CBP Won't Vaccinate Migrants Against Flu

CBP Won't Vaccinate Migrants Against Flu

The U.S. Customs and Border Protection (CBP) agency's announcement that it won't vaccinate migrants is being slammed by public health experts.

Since December, three migrant children in U.S custody have died after coming down with the flu, CNN reported.

"In general, due to the short-term nature of CBP holding and the complexities of operating vaccination programs, neither CBP nor its medical contractors administer vaccinations to those in our custody," a CBP statement released Tuesday said.

Even though migrants are supposed to be held in CBP custody for a maximum of 72 hours, many remain for longer, CNN reported.

The CBP should be able to vaccinate migrants, even if they're in custody for only a few days, public health experts say.

"I think their answer is completely inappropriate," Dr. William Schaffner, an infectious disease specialist at Vanderbilt University and an adviser to the U.S. Centers for Disease Control and Prevention, told CNN.

"They ought to be able to do this. They create facilities that encourage the spread of infectious agents, with flu at the top of the list," Schaffner said.

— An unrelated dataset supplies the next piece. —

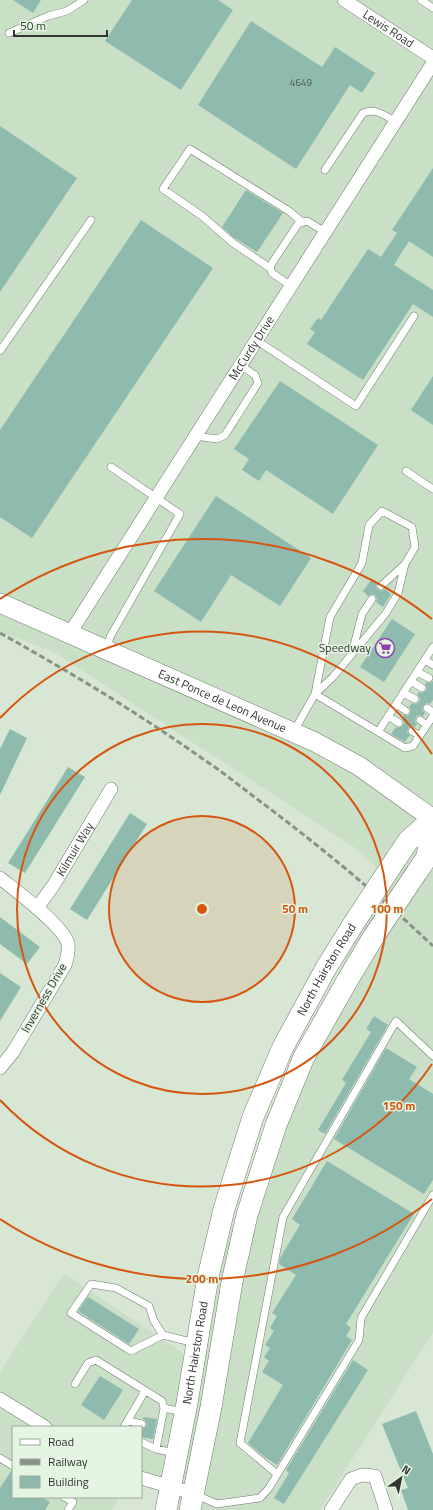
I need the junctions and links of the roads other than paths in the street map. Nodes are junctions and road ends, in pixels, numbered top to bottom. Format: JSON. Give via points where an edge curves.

In a letter to the heads of the Department of Homeland Security and Health and Human Services, two members of Congress expressed concern about contagious diseases being spread among detained migrants, CNN reported.

"When we visited the Homestead detention facility on July 15, 2019, we left with serious questions about the screening, treatment, isolation, and prevention protocols of infectious diseases, particularly influenza," Rep. Rosa DeLauro, a Democrat from Connecticut, and Rep. Lucille Roybal-Allard, a Democrat from California, said in the letter sent earlier this month.

They also sent a letter from physicians at Harvard and Johns Hopkins urging vaccinations for detained migrants, CNN reported.

"During the influenza season, vaccination should be offered to all detainees promptly upon arrival in order to maximize protection for the youngest and most vulnerable detainees," the physicians wrote.